The food and grocery code of conduct should be made mandatory to help rectify the heavy imbalance between suppliers and supermarkets, an inquiry by former Labor minister Craig Emerson has recommended.

Emerson says in his interim report, released Monday, that the mandatory code should apply to all supermarkets with annual revenues of more than $5 billion (indexed for inflation). This would cover Coles, Woolworths and ALDI, and wholesaler Metcash.

As well, the code “should be strengthened to better protect suppliers, with new protections against retribution, since suppliers’ fear of retribution compromises the code’s effectiveness,” the report says.

It says while many stakeholders said the voluntary code, introduced in 2015, had improved the supermarkets’ behaviour, the inquiry heard “many examples of opportunistic behaviours persisting”.

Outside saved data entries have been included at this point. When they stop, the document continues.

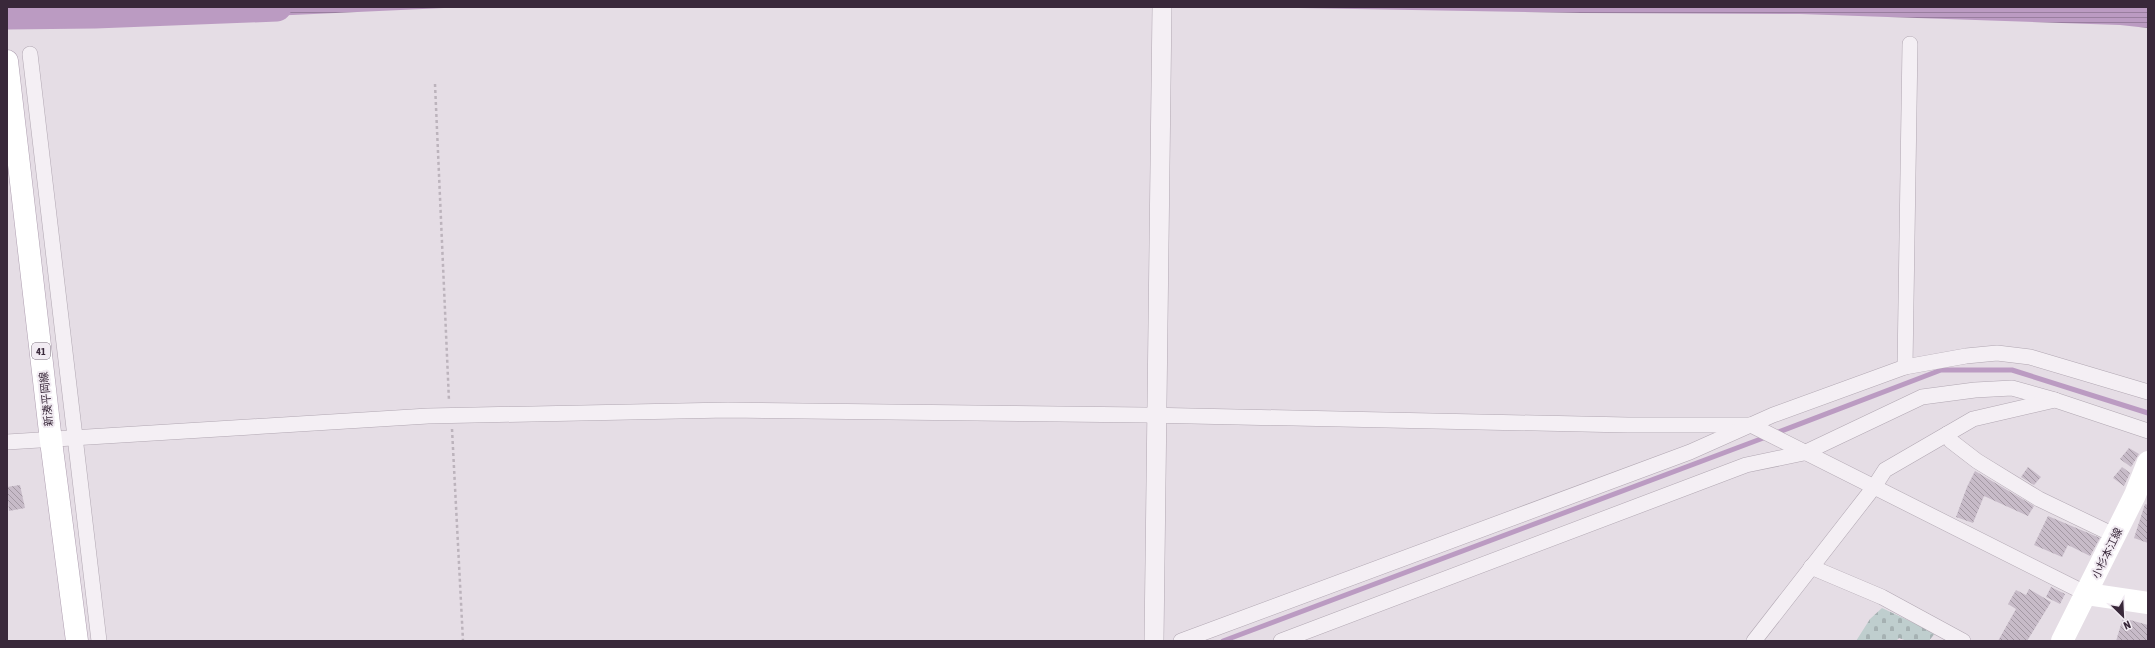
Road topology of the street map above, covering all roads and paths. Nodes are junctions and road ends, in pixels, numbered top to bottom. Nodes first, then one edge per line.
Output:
1 (1162, 16) edge
2 (1910, 44) dead end
3 (30, 54) dead end
4 (7, 60) edge
5 (435, 84) dead end
6 (1905, 367) junction
7 (2148, 392) edge
8 (2055, 400) junction
9 (449, 416) junction
10 (1158, 416) junction
11 (1751, 425) junction
12 (2148, 431) edge
13 (1948, 434) junction
14 (75, 438) junction
15 (51, 441) junction
16 (7, 442) edge
17 (1804, 453) junction
18 (2148, 462) edge
19 (1874, 488) junction
20 (2142, 497) edge
21 (2116, 536) junction
22 (1811, 567) junction
23 (2087, 594) junction
24 (2148, 603) edge
25 (77, 641) edge
26 (99, 641) edge
27 (463, 641) edge
28 (1154, 641) edge
29 (1180, 641) edge
30 (1281, 641) edge
31 (1754, 641) edge
32 (1963, 641) edge
33 (2062, 641) edge

1 - 10 street
2 - 6 street
3 - 14 street
4 - 15 main road, 新湊平岡線 / 41
5 - 9 path
6 - 7 street
6 - 11 street
8 - 12 street
8 - 13 street
8 - 17 street
9 - 10 street
9 - 14 street
9 - 27 path
10 - 11 street
10 - 28 street
11 - 17 street
11 - 29 street
13 - 19 street
13 - 21 street
14 - 15 street
14 - 26 street
15 - 16 street
15 - 25 main road, 新湊平岡線 / 41
17 - 19 street
17 - 30 street
18 - 20 main road, 小杉本江線
19 - 22 street
19 - 23 street
20 - 21 main road, 小杉本江線
21 - 23 main road, 小杉本江線
22 - 31 street
22 - 32 street
23 - 24 main road
23 - 33 main road, 小杉本江線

The voluntary code doesn’t contain penalties. Although it provides for compensation for suppliers (up to $5 million) if a code arbiter finds in the supplier’s favour, no compensation has been awarded. Since the beginning of the dispute-resolution provisions in 2021, only six disputes have been lodged with code arbiters.

The voluntary code applies only to supermarkets that elect to be bound by it. The inquiry says for the code to be effective it needs “to capture as much adverse conduct as possible, be subject to the credible threat of effective enforcement and not be undermined by the threat of signatories walking away from their commitments”. Only a mandatory code could achieve this, it says.

The report makes a number of firm recommendations, that won’t change, and others on the detail of which it will consult with stakeholders before the final report goes to the government mid-year.

To enforce the mandatory code the Australian Competition and Consumer Commission would be able to seek penalties of up to $10 million, 10% of a supermarket’s annual turnover or three times the benefit it gained from the breach – whichever was the greatest.

But Emerson – who served as competition minister in the former Labor government – says relying on legal proceedings alone wouldn’t be effective, and he proposes “a low-cost alternative” as well.

This would replicate processes for independent medication and arbitration operating in other industries, while also allowing for the way complaints are handled under the present voluntary code.

Supermarkets would be strongly encouraged to pay compensation where that was recommended, which could be capped at $5 million.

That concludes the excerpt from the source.